Aim of the task: From the material below, pull each line containing the string "copy".
● ● ● ●
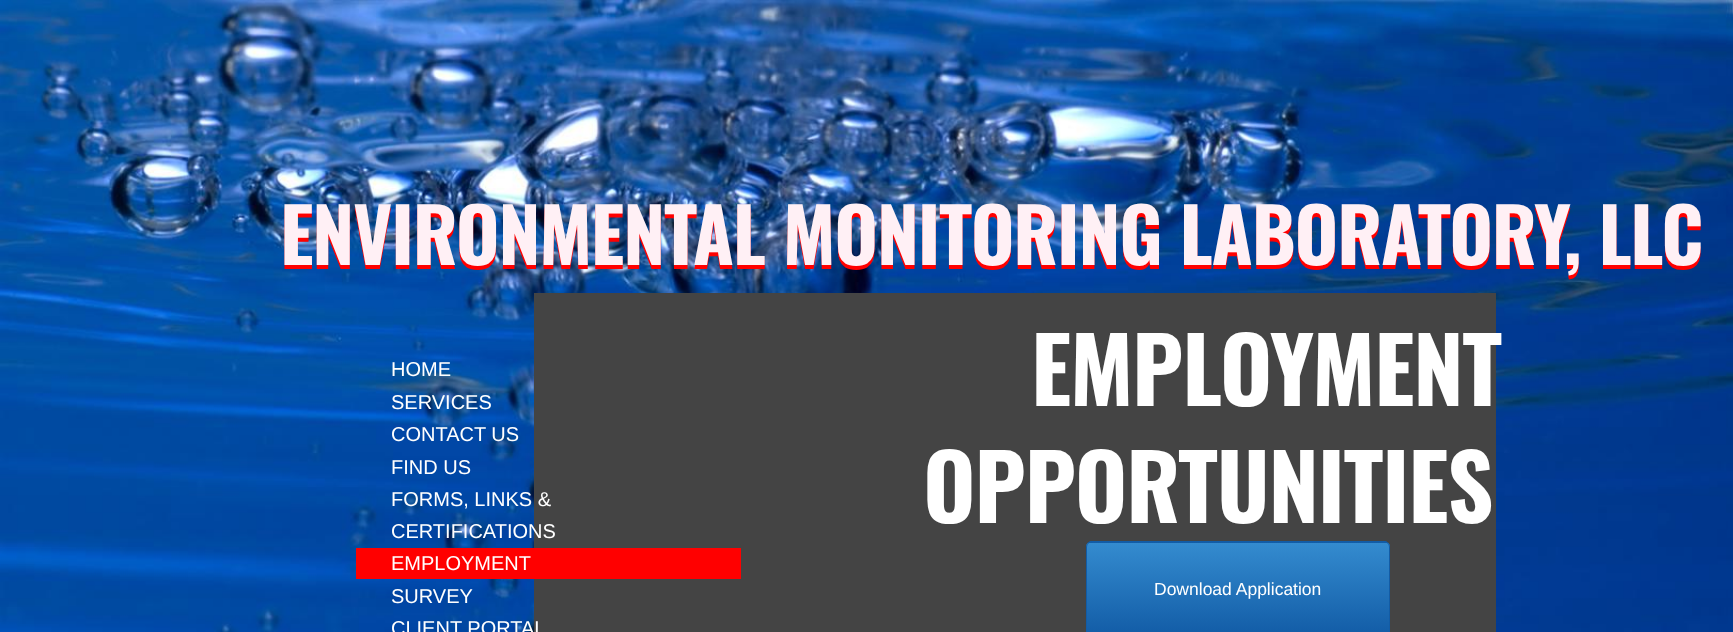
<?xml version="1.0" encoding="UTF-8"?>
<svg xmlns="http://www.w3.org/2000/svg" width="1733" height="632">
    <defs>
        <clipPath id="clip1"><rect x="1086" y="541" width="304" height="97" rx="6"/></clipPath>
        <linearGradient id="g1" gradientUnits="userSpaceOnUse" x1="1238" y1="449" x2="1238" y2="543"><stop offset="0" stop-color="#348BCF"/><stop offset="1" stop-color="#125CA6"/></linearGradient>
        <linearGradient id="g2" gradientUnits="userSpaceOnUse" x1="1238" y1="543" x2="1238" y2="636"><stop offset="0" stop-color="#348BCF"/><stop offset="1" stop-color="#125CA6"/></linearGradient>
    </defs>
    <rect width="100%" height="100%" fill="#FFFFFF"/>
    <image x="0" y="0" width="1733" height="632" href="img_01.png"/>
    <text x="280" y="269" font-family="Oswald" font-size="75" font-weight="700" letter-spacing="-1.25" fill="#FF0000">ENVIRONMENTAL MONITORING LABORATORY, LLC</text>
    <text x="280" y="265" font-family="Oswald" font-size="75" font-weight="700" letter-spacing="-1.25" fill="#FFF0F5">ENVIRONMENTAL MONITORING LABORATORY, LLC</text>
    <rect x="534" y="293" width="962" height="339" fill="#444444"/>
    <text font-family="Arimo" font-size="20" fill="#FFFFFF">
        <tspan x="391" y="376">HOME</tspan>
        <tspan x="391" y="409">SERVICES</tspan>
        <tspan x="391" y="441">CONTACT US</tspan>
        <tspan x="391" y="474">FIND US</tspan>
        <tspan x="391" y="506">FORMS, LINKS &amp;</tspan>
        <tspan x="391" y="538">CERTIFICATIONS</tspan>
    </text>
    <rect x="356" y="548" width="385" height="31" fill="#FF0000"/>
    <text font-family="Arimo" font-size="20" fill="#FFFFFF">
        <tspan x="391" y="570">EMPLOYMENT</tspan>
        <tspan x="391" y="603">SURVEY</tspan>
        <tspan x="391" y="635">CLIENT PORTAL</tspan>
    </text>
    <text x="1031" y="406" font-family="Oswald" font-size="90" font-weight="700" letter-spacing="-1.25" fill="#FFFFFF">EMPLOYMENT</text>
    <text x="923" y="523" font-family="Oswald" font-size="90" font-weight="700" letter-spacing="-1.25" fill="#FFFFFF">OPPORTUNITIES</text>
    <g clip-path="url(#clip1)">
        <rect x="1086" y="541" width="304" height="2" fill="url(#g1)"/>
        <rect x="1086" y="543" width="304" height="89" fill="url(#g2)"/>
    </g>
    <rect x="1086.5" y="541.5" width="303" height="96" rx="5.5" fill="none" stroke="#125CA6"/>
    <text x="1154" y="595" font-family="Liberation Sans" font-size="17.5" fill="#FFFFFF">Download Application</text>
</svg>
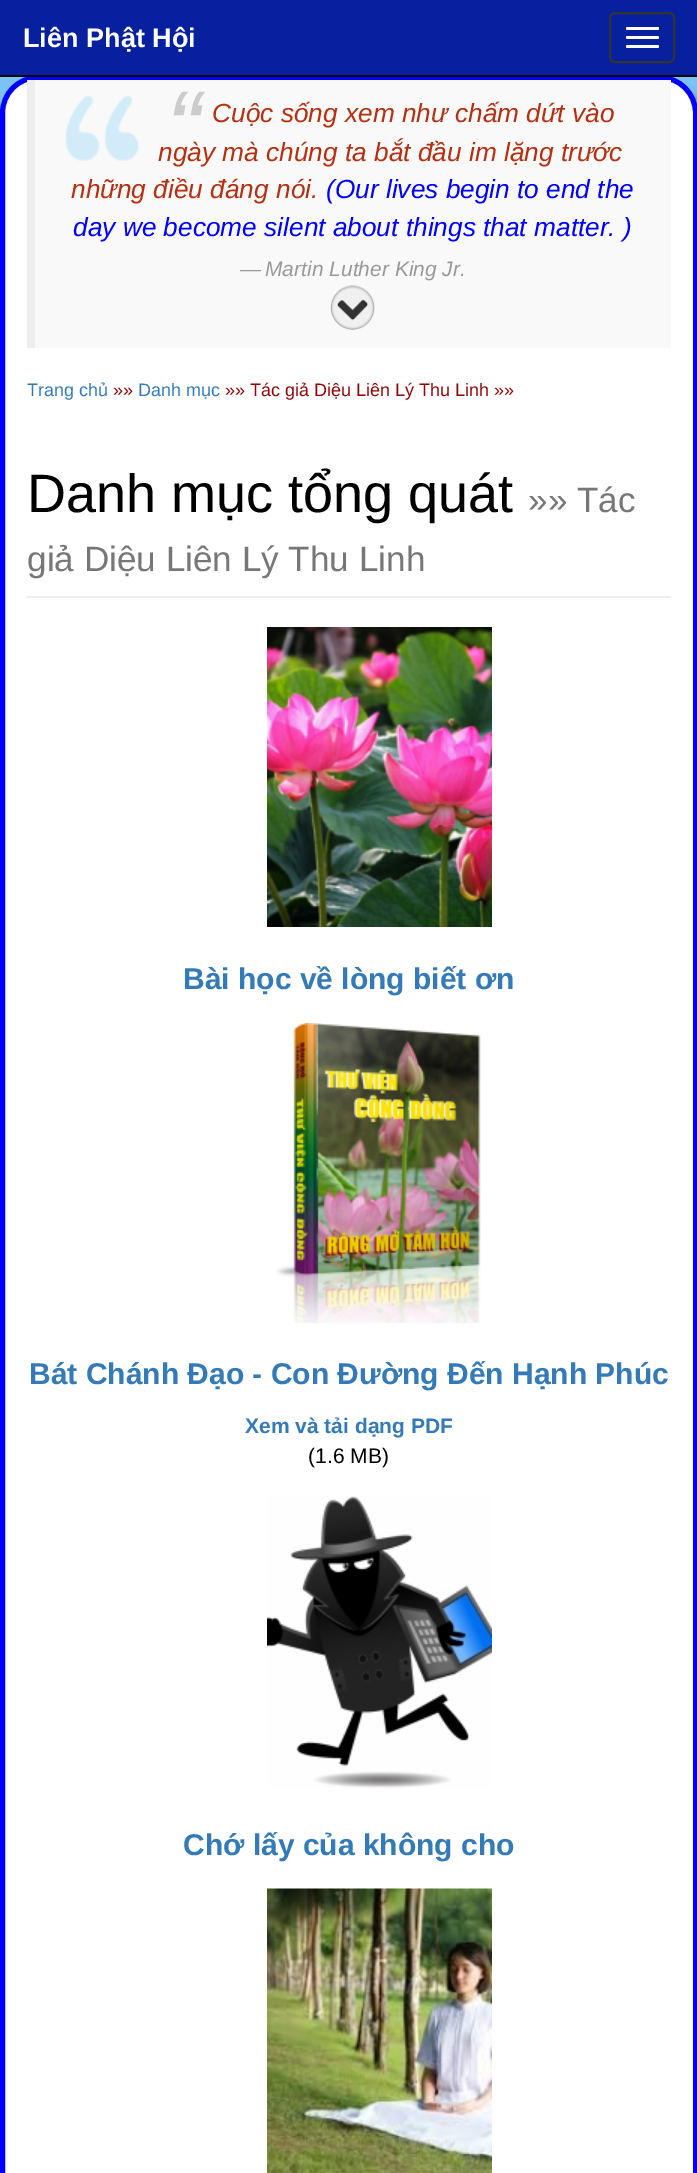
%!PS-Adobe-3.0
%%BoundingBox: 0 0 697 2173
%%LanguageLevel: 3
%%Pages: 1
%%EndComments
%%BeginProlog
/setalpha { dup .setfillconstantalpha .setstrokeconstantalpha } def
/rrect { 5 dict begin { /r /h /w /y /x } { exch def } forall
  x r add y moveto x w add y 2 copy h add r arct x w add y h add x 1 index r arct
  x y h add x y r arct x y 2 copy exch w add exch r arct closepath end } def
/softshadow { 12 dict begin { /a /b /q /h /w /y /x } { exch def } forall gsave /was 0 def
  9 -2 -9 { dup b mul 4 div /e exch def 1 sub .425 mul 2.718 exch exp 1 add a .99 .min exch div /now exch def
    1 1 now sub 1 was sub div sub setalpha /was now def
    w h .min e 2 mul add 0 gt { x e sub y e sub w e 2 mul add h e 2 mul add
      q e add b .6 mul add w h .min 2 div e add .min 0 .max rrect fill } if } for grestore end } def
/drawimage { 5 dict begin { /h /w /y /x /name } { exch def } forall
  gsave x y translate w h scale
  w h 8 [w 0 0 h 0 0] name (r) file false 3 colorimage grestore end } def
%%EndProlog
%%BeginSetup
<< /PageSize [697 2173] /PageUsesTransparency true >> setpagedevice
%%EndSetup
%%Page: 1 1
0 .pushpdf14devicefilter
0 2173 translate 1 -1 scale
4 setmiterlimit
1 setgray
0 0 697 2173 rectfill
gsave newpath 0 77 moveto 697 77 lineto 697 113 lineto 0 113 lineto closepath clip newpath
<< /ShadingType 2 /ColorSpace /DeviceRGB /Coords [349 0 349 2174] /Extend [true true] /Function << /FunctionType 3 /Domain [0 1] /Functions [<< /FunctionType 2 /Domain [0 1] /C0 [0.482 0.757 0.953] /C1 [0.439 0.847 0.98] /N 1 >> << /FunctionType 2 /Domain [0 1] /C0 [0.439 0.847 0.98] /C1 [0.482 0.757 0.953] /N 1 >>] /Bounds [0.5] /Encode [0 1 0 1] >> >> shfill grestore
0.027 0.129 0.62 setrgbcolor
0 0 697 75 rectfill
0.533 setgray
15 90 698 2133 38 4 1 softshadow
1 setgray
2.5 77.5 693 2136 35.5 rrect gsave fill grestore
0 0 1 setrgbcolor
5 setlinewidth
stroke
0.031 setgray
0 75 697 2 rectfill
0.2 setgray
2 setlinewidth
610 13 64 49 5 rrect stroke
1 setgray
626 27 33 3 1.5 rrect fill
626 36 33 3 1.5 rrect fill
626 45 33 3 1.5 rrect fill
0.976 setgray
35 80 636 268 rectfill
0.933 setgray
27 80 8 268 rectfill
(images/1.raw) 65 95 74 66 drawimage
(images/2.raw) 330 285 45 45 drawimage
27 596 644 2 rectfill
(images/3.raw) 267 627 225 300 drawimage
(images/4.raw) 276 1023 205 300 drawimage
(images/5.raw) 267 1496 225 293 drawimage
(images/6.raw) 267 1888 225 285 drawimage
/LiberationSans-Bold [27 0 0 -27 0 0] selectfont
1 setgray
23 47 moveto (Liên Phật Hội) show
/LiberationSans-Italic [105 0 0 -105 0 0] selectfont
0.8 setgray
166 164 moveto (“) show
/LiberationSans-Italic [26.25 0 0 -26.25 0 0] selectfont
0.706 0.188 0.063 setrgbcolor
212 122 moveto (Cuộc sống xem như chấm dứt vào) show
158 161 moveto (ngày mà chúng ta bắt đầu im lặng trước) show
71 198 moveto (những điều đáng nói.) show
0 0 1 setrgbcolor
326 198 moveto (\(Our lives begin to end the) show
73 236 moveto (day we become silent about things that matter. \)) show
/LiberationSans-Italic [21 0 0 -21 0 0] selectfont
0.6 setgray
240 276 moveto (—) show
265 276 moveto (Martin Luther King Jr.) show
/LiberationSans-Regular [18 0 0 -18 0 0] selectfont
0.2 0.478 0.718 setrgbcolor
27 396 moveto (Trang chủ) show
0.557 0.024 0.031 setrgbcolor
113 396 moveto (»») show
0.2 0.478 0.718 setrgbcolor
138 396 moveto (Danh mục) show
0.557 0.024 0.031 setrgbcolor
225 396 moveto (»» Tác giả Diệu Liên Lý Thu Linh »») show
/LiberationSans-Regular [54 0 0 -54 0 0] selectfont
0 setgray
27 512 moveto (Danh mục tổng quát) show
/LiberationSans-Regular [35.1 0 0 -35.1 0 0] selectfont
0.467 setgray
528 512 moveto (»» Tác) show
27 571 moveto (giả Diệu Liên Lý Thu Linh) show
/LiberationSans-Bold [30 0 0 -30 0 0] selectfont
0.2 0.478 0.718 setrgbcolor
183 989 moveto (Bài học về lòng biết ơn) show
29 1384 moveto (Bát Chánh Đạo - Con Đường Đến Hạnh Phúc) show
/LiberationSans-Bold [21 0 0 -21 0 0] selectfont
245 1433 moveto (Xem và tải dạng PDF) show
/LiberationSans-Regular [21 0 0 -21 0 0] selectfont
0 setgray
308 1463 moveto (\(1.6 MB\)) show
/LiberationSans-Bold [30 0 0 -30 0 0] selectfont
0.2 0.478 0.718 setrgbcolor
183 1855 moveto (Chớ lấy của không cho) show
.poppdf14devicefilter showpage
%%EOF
● ● ● ●
Expected answer:
  x r add y moveto x w add y 2 copy h add r arct x w add y h add x 1 index r arct
  x y h add x y r arct x y 2 copy exch w add exch r arct closepath end } def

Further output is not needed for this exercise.